For most sane people, having an unhinged personality like Marjorie Taylor Greene as a colleague would be a nightmare. But most people don’t have the cool-as-the-other-side-of-the-pillow demeanor of Pete Buttigieg, who has an uncanny ability to totally annihilate his political opponents without breaking a sweat.

Case in point: On Tuesday night, Buttigieg was a guest on Neil Cavuto’s Fox News show, where he was asked about a nonsensical comment Greene recently made at a Trump rally in Michigan, in which she accused the transportation secretary of “trying to emasculate the way we drive” by supporting more eco-friendly transportation options. Which is sort of like saying that healthy foods shouldn’t be an option for people who want them.

While Buttigieg’s face pretty much said it all (see above), his unperturbed demeanor while delivering a calm-but-scathing response to what he thought “of her wording” was really a lesson Ultimate Takedowns 101:

I literally don’t even understand what that means. I mean, my sense of manhood is not connected whether my vehicle is fueled by gasoline or whether it’s fueled by electricity.

While Buttigieg attempted to move on, Cavuto — trying to point out that the comment seemed homophobic without saying it seemed homophobic — wanted to know if Mayor Pete was “offended” by the statement, noting that “even people who share her politics didn’t share that view.”

Buttigieg, deftly sidestepping the comment’s baked-in ignorance, simply said that “it was a strange thing to say.” Then he really dropped the hammer when he admitted that: “To be honest, there are other members of congress that I pay more attention to when I’m thinking about opinions that really matter or ideas that are going to be critical to engage with.”

Ultimately, Buttigieg did address the elephant in the congressional hall when he said that:

I do think we need to zoom out a little bit. I know people want to make this ideological, they want to make it political.
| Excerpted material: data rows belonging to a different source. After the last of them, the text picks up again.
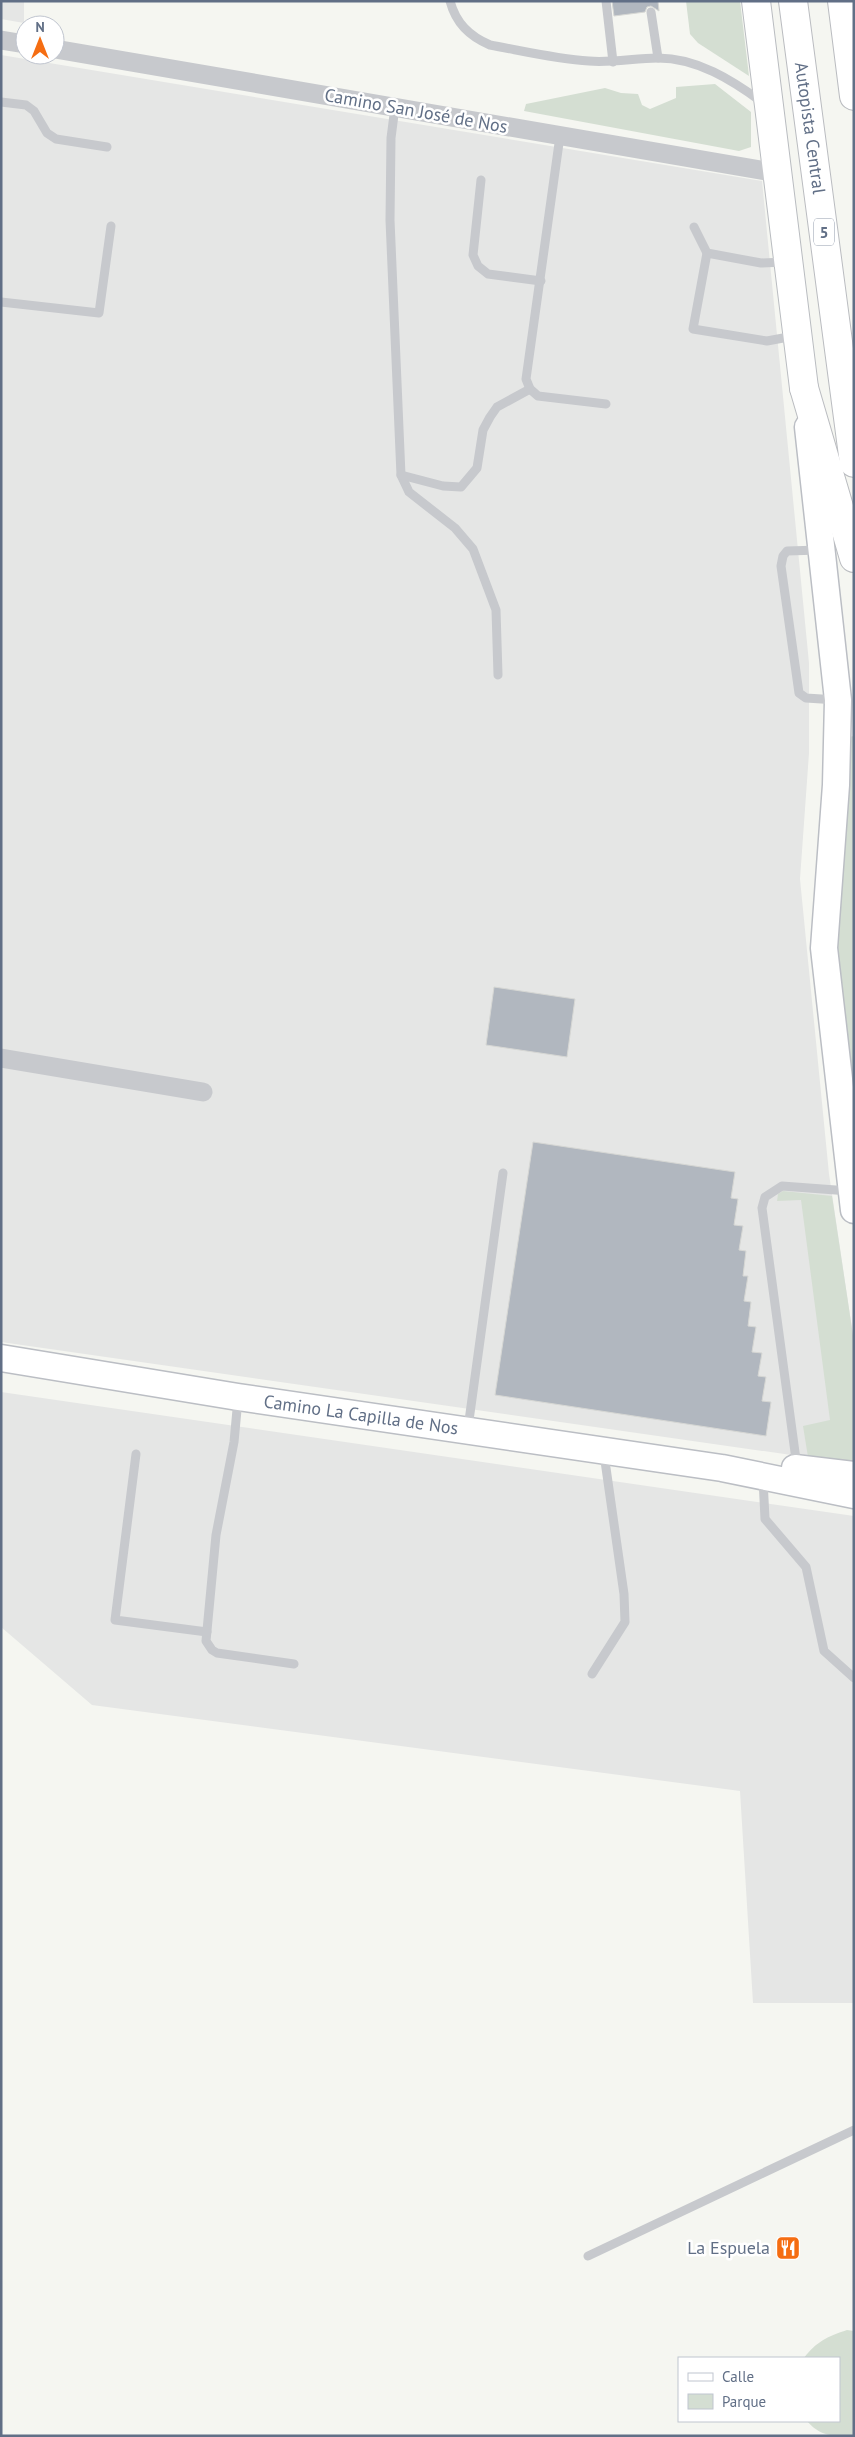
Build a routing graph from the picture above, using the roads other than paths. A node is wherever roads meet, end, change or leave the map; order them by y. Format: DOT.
graph roads {
  1 [pos="450,1"];
  2 [pos="606,1"];
  3 [pos="756,1"];
  4 [pos="793,1"];
  5 [pos="842,1"];
  6 [pos="651,12"];
  7 [pos="1,40"];
  8 [pos="15,42"];
  9 [pos="65,51"];
  10 [pos="658,58"];
  11 [pos="613,62"];
  12 [pos="854,96"];
  13 [pos="1,102"];
  14 [pos="395,108"];
  15 [pos="769,108"];
  16 [pos="560,136"];
  17 [pos="107,147"];
  18 [pos="778,173"];
  19 [pos="481,180"];
  20 [pos="111,226"];
  21 [pos="694,227"];
  22 [pos="707,253"];
  23 [pos="788,262"];
  24 [pos="541,281"];
  25 [pos="1,302"];
  26 [pos="797,336"];
  27 [pos="804,388"];
  28 [pos="530,389"];
  29 [pos="606,404"];
  30 [pos="854,463"];
  31 [pos="400,475"];
  32 [pos="820,550"];
  33 [pos="854,558"];
  34 [pos="498,675"];
  35 [pos="838,700"];
  36 [pos="1,1058"];
  37 [pos="203,1092"];
  38 [pos="503,1173"];
  39 [pos="853,1200"];
  40 [pos="1,1358"];
  41 [pos="238,1397"];
  42 [pos="468,1431"];
  43 [pos="604,1451"];
  44 [pos="136,1454"];
  45 [pos="722,1468"];
  46 [pos="797,1468"];
  47 [pos="854,1475"];
  48 [pos="763,1478"];
  49 [pos="854,1495"];
  50 [pos="207,1632"];
  51 [pos="294,1664"];
  52 [pos="592,1674"];
  53 [pos="854,1678"];
  54 [pos="854,2130"];
  55 [pos="588,2256"];
  1 -- 11 [label="lane"];
  2 -- 11 [label="lane"];
  3 -- 15 [label="main road"];
  4 -- 30 [label="main road, Autopista Central / 5"];
  5 -- 12 [label="main road"];
  6 -- 10 [label="lane"];
  7 -- 8 [label="street"];
  9 -- 14 [label="street, Camino San José de Nos"];
  10 -- 11 [label="lane"];
  10 -- 15 [label="lane"];
  13 -- 17 [label="lane"];
  14 -- 16 [label="street, Camino San José de Nos"];
  14 -- 31 [label="lane"];
  15 -- 18 [label="main road"];
  16 -- 18 [label="street, Camino San José de Nos"];
  16 -- 24 [label="lane"];
  18 -- 23 [label="main road"];
  19 -- 24 [label="lane"];
  20 -- 25 [label="lane"];
  21 -- 22 [label="lane"];
  22 -- 23 [label="lane"];
  22 -- 26 [label="lane"];
  23 -- 26 [label="main road"];
  24 -- 28 [label="lane"];
  26 -- 27 [label="main road"];
  27 -- 32 [label="main road"];
  27 -- 33 [label="main road"];
  28 -- 29 [label="lane"];
  28 -- 31 [label="lane"];
  31 -- 34 [label="lane"];
  32 -- 35 [label="main road"];
  32 -- 35 [label="lane"];
  35 -- 39 [label="main road"];
  36 -- 37 [label="street"];
  38 -- 42 [label="lane"];
  39 -- 46 [label="lane"];
  40 -- 41 [label="main road, Camino La Capilla de Nos"];
  41 -- 42 [label="main road, Camino La Capilla de Nos"];
  41 -- 50 [label="lane"];
  42 -- 43 [label="main road, Camino La Capilla de Nos"];
  43 -- 45 [label="main road, Camino La Capilla de Nos"];
  43 -- 52 [label="lane"];
  44 -- 50 [label="lane"];
  45 -- 46 [label="main road, Camino La Capilla de Nos"];
  45 -- 48 [label="main road, Camino La Capilla de Nos"];
  46 -- 47 [label="main road, Camino La Capilla de Nos"];
  48 -- 49 [label="main road, Camino La Capilla de Nos"];
  48 -- 53 [label="lane"];
  50 -- 51 [label="lane"];
  54 -- 55 [label="lane"];
}
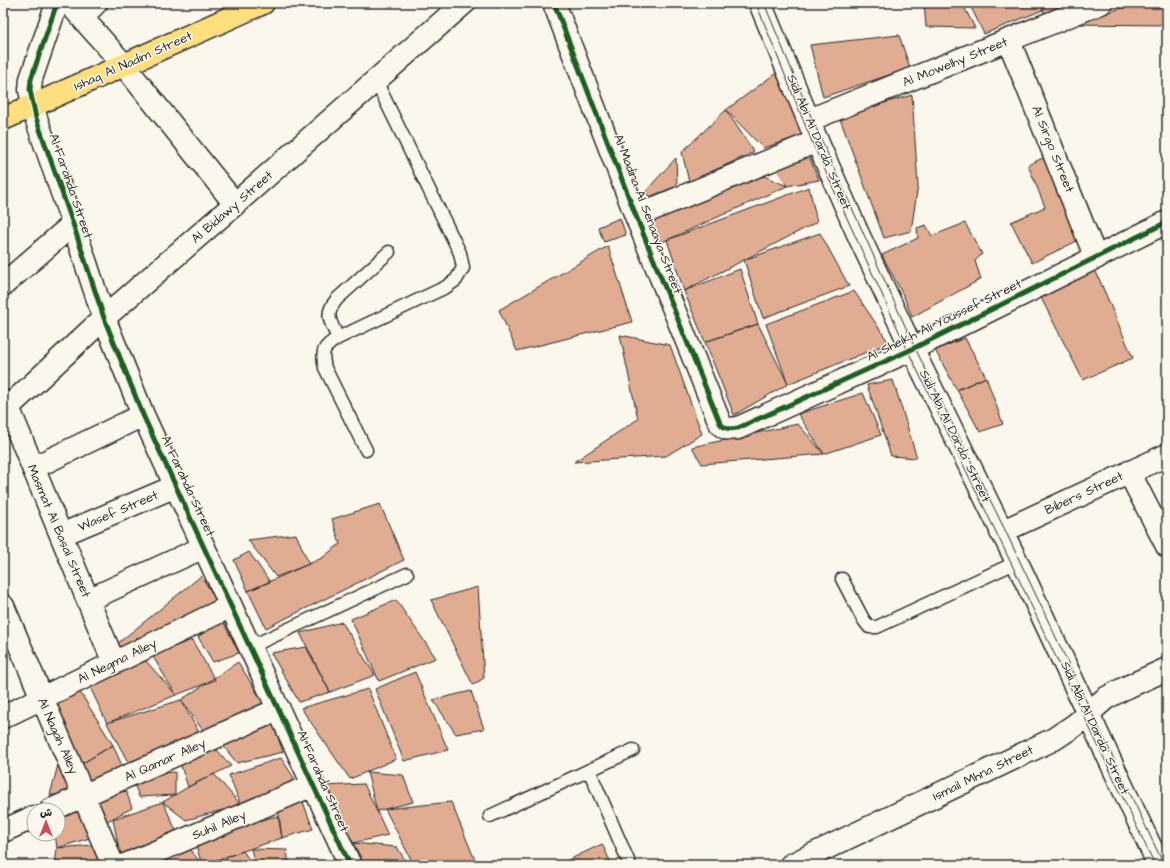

When we’re talking about something like electric vehicles, we’re talking again about a very practical matter. Which is how we get from Point A to Point B. And if industry, and the world, are moving in a direction that adopts a new technology, you know, the real question is: Are we going to let China lead that? Or are we going to lead that here in the United States of America?

And that, friends, is how you excoriate Marjorie Taylor Greene in 60 seconds or less.